> Provided entries:
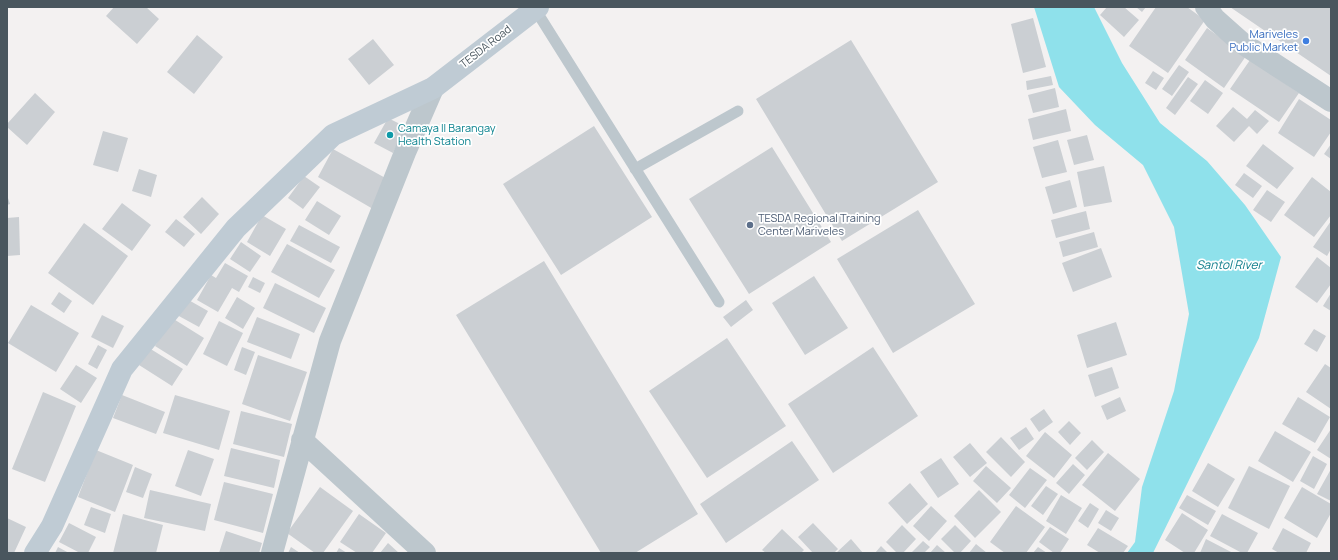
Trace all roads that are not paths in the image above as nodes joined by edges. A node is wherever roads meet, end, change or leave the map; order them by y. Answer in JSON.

---

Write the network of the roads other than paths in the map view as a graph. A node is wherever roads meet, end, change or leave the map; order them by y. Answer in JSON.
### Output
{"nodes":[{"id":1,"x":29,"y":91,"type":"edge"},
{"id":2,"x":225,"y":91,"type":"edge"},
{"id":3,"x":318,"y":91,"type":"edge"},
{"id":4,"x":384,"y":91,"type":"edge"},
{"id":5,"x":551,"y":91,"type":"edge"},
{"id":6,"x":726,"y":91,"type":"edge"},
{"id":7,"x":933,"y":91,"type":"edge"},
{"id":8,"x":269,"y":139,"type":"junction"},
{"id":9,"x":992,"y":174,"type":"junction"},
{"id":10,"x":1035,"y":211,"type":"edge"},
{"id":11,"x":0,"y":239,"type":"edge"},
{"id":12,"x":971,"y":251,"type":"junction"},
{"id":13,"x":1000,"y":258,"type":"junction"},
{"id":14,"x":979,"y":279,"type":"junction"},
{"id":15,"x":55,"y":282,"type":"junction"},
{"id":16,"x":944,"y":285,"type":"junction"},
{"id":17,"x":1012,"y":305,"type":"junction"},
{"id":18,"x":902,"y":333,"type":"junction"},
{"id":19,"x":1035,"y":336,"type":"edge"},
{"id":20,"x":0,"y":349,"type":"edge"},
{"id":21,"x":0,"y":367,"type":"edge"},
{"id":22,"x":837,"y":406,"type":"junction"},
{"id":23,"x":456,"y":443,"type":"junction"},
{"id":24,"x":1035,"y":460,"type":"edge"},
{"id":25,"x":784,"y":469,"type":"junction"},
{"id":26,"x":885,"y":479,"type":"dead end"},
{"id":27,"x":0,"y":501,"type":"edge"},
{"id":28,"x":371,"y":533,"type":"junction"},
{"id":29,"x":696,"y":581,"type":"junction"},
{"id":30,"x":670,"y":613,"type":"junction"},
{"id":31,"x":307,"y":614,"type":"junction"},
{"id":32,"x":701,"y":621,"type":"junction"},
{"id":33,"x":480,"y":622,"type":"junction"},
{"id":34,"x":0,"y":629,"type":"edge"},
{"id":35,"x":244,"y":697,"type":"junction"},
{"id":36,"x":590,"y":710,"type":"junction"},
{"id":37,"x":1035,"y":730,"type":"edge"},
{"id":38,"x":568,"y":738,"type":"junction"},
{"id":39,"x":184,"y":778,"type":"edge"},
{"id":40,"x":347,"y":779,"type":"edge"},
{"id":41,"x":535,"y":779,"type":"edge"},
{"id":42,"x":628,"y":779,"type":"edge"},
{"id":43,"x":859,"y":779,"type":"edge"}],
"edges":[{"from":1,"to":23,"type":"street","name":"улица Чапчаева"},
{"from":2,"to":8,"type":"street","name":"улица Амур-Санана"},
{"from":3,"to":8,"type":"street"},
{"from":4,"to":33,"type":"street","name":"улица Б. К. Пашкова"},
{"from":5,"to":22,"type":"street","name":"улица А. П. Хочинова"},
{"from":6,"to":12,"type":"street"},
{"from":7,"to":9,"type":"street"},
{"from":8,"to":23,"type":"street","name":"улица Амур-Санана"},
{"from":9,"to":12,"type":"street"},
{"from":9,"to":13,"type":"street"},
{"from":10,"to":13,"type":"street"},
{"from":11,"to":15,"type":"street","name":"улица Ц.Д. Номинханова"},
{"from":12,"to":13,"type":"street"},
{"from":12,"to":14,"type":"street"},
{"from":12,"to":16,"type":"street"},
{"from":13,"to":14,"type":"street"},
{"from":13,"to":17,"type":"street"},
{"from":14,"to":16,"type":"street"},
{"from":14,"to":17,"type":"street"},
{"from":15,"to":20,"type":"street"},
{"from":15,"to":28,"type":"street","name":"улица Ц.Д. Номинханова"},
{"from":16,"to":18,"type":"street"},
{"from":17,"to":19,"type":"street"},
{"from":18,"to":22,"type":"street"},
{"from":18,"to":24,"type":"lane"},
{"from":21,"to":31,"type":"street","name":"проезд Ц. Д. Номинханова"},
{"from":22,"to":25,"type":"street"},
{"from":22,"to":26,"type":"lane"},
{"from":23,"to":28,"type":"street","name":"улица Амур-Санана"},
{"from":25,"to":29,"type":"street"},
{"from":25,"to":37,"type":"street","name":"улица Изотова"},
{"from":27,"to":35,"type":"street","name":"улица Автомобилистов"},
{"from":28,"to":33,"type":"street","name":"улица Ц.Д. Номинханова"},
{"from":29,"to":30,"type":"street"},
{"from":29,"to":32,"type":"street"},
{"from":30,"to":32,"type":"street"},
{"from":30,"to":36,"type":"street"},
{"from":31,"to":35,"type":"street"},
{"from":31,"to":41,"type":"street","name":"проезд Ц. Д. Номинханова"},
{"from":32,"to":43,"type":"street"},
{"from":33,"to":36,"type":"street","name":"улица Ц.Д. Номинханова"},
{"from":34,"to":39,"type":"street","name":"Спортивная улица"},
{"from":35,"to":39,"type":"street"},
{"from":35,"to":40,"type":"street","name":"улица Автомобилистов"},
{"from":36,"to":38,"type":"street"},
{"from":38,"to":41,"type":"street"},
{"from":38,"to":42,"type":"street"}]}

> The task: This task calls for each line of the material that contains "wherever".

> Reply to the exercise:
Trace all roads that are not paths in the image above as nodes joined by edges. A node is wherever roads meet, end, change or leave the map; order them by y. Answer in JSON.
Write the network of the roads other than paths in the map view as a graph. A node is wherever roads meet, end, change or leave the map; order them by y. Answer in JSON.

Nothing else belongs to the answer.